- North American Genesis box art
- Developers: BlueSky Software (MS, GG) Park Place Productions (Genesis, DOS)
- Publisher: Sega
- Series: Joe Montana Football
- Platforms: Master System, Game Gear, Sega Genesis, MS-DOS
- Release: Master System NA: December 1990; EU: 1990; Genesis NA: January 1991; EU: May 1991; Game Gear NA: 1991; MS-DOS NA: 1991;
- Genre: Sports (American football)
- Modes: Single-player, multiplayer

= Joe Montana Football =

1990 video game

Joe Montana Football is a 1990 American football video game published by Sega. While the game does feature Joe Montana as a playable character, Sega did not obtain licenses from either the National Football League or the National Football League Players Association (NFLPA), meaning no other players, nor any official team names, are used. It was the first of many Sega-published football games of the 1990s prior to moving into the NFL 2K branding in the 2000s.

==Gameplay==
Similar to other football games of the time, the gameplay follows a slightly simplified version of standard American Football rules. Players have the option to play as different teams, as well as select number of players. Players also have the option to turn penalties on or off. Players may also play a normal game, a mode with a two-minute drill, and the Sega Bowl mode.

Though Joe Montana Football and John Madden Football were made by the same company, Madden had realistic plays and a full roster of 28 teams, while Montana was a more arcade-style game with only 16 teams and a simplified, passing-intensive offense.

==Development==
Following the launch of the Genesis in the United States, Sega of America president and CEO Michael Katz planned to create a library of instantly-recognizable titles for the console by contracting with celebrities and athletes to produce games using their names and likenesses. As part of this, Sega signed a five-year contract with Joe Montana, despite concerns among the Japanese executives that the game would not earn enough to cover this cost.

Sega had previously developed two American football games for the Master System console, Great Football in 1987 and American Pro Football (Walter Payton Football) in 1989, the latter very well-received by critics at the time. Joe Montana Football was originally intended to be an update of Great Football.

Since Sega of America did not at the time have a large game production facility, they contracted with Mediagenic (Activision) to develop the game for November 1989. No one at Sega was aware of the turmoil inside Mediagenic at the time; despite five months of reports that development was proceeding on schedule, Katz discovered in September or October that the game was hardly begun. To have a football game for Christmas release, Sega would have to find an already-completed game that could be converted.

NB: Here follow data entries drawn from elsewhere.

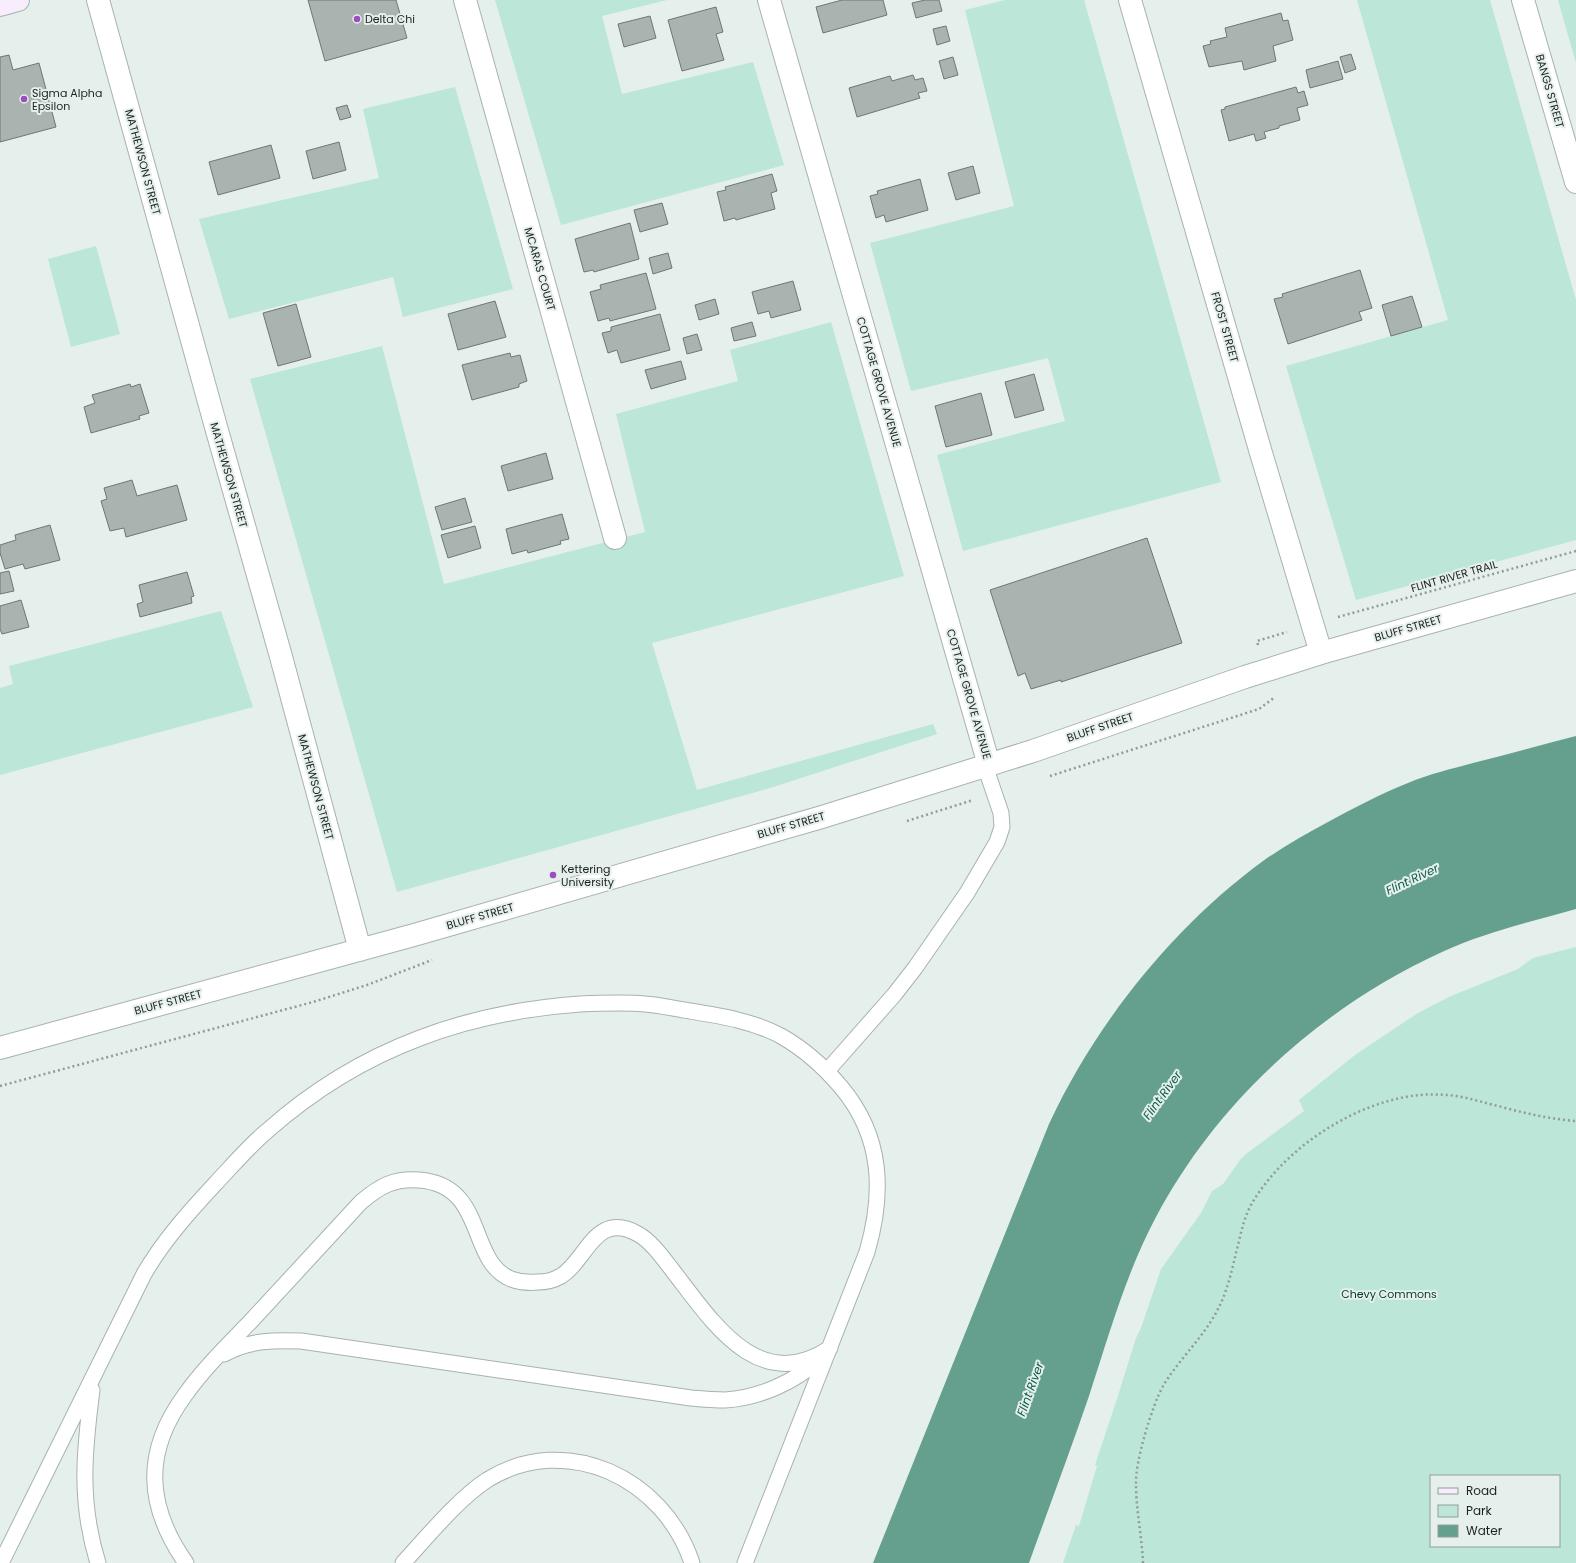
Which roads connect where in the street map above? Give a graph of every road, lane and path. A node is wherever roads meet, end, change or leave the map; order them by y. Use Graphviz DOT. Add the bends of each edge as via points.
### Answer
graph roads {
  1 [pos="18,0"];
  2 [pos="98,0"];
  3 [pos="465,0"];
  4 [pos="769,0"];
  5 [pos="1130,0"];
  6 [pos="1523,0"];
  7 [pos="0,5"];
  8 [pos="1576,182"];
  9 [pos="614,538"];
  10 [pos="1576,550"];
  11 [pos="1576,581"];
  12 [pos="1336,618"];
  13 [pos="1321,653"];
  14 [pos="987,765"];
  15 [pos="360,950"];
  16 [pos="0,1048"];
  17 [pos="827,1071"];
  18 [pos="1576,1121"];
  19 [pos="830,1348"];
  20 [pos="211,1364"];
  21 [pos="94,1375"];
  22 [pos="1,1563"];
  23 [pos="98,1563"];
  24 [pos="186,1563"];
  25 [pos="403,1563"];
  26 [pos="692,1563"];
  27 [pos="744,1563"];
  28 [pos="1143,1563"];
  1 -- 7 [label="street"];
  2 -- 15 [label="street, MATHEWSON STREET"];
  3 -- 9 [label="street, MCARAS COURT"];
  4 -- 14 [label="street, COTTAGE GROVE AVENUE"];
  5 -- 13 [label="street, FROST STREET"];
  6 -- 8 [label="street, BANGS STREET"];
  10 -- 12 [label="path, FLINT RIVER TRAIL"];
  11 -- 13 [label="street, BLUFF STREET"];
  13 -- 14 [label="street, BLUFF STREET"];
  14 -- 15 [label="street, BLUFF STREET" via="822,817"];
  14 -- 17 [label="lane" via="1001,813 1002,827 997,842 968,893 915,968"];
  15 -- 16 [label="street, BLUFF STREET"];
  17 -- 19 [label="lane" via="849,1096 867,1130 874,1150 878,1190 874,1229"];
  17 -- 21 [label="lane" via="799,1048 761,1028 720,1016 646,1004 601,1003 529,1009 449,1027 418,1039 366,1062 331,1082 266,1131 203,1196 152,1259"];
  18 -- 28 [label="path" via="1539,1116 1449,1095 1418,1095 1342,1119 1324,1130 1278,1169 1247,1213 1228,1284 1216,1315 1171,1374 1152,1412 1136,1474"];
  19 -- 20 [label="lane" via="809,1368 786,1382 754,1395 724,1400 691,1398 301,1341 264,1341 249,1344 235,1348"];
  19 -- 20 [label="lane" via="810,1359 798,1362 774,1362 751,1355 716,1326 653,1247 638,1234 621,1228 612,1228 598,1235 561,1276 530,1283 510,1279 494,1267 470,1215 458,1198 435,1183 412,1179 388,1183 361,1202"];
  19 -- 27 [label="lane"];
  20 -- 24 [label="lane" via="185,1394 169,1419 156,1465 155,1484 161,1518"];
  21 -- 22 [label="lane"];
  21 -- 23 [label="lane" via="86,1439 84,1487 88,1527"];
  25 -- 26 [label="lane" via="459,1505 487,1481 521,1464 540,1460 560,1460 597,1466 630,1482 646,1494 668,1517 686,1547"];
}
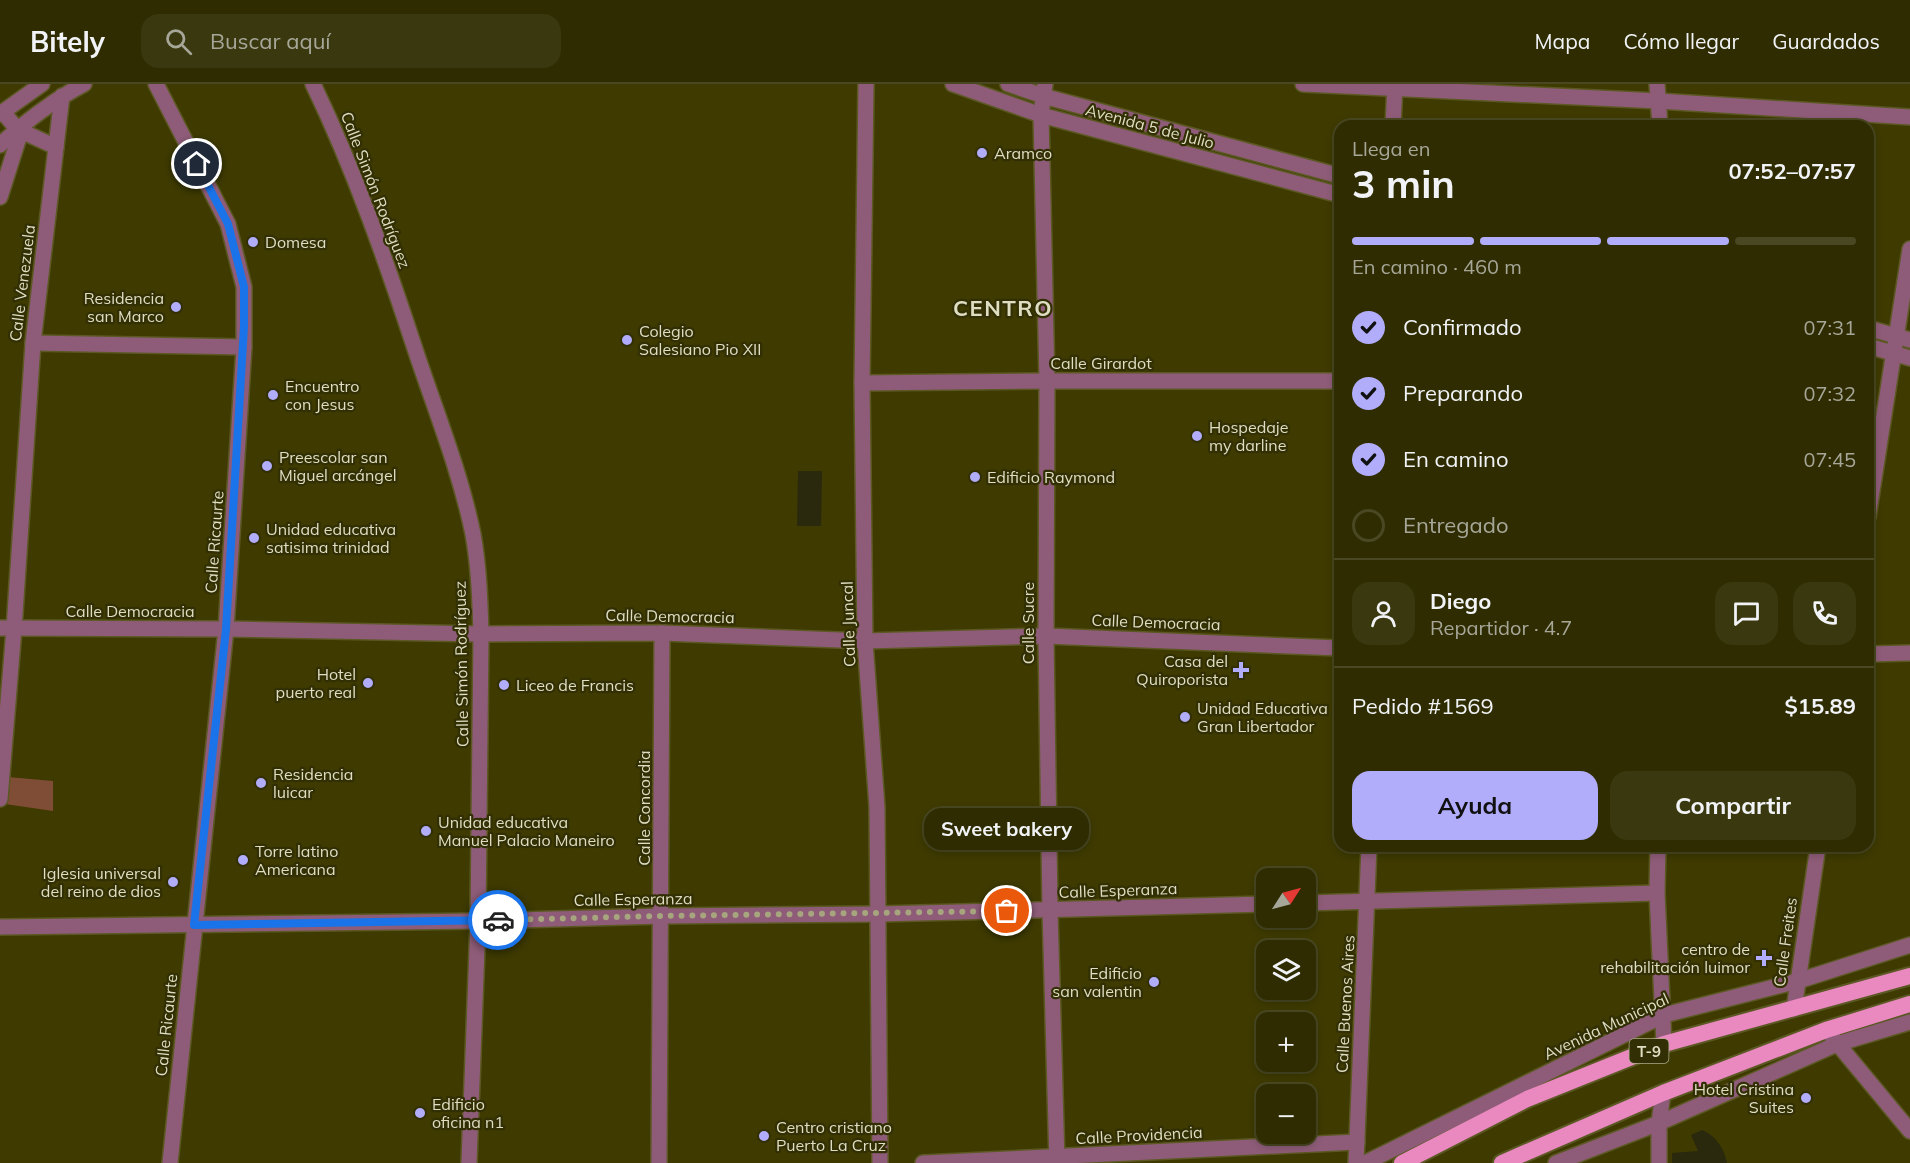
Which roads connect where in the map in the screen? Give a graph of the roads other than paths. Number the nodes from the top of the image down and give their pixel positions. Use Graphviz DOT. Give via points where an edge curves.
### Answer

Sega approached Electronic Arts, developer of the Madden NFL series, and president Trip Hawkins, for help, suggesting that he cancel the upcoming Genesis version of Madden in order to work on the game. Hawkins agreed to help Sega but refused to cancel his company's game instead working on both projects. He intentionally made Montana a worse game than Madden, starting with the basic code for the former he removed the 3D field as well as cut down the number of plays from 113 to 13. According to Michael Knox a programmer on the game, most of the deliberate downgrading occurred after the company had already completed the game. Joe Montana Football missed the Christmas deadline and was released in January 1991, shortly after the Genesis version of John Madden Football.

==Reception==

Four reviewers in Famitsu complimented the game for being a highly realistic and well-crafted football game. While two reviewers commented that it may be difficult to get into if you are not a fan of the sport, one of the reviewers still suggested to give it a try as it was just so well made.

Although not as successful as the Madden series, Joe Montana Football and the sequels helped establish the Genesis' reputation as the top platform for sports simulations and proved to Sega Enterprises that sports games could be worthwhile investments. Website Den of Geek would credit both series for helping Sega gain an edge over Nintendo writing "High school and college jocks who would normally be more likely to taunt someone who identified as a video game nerd suddenly found themselves playing for bragging rights on all-night sessions of Madden." The game sold 250,000 units.

Review score
| Publication | Score |
|---|---|
| Famitsu | 7/10, 8/10, 7/10, 7/10 (GEN) |

==Legacy==
Joe Montana Football was followed by four sequels, all developed by BlueSky Software instead of Park Place Productions: Joe Montana Football II: Sports Talk Football, NFL Sports Talk Football '93 Starring Joe Montana, NFL Football '94 Starring Joe Montana, and NFL '95. After the contract with Joe Montana ended in 1995, development on the sixth game in Sega's NFL series moved to Farsight Technologies and the franchise was rebranded as Prime Time NFL. In 2015, Damon Grow, CEO of Superstar Games, tweeted snippets of Joe Montana Football 16. Joe Montana subsequently released a screenshot of the game. At E3 the same year, Damon Grow revealed the game as "Joe Montana Football", a mobile game coming to iOS, followed by Android and PC.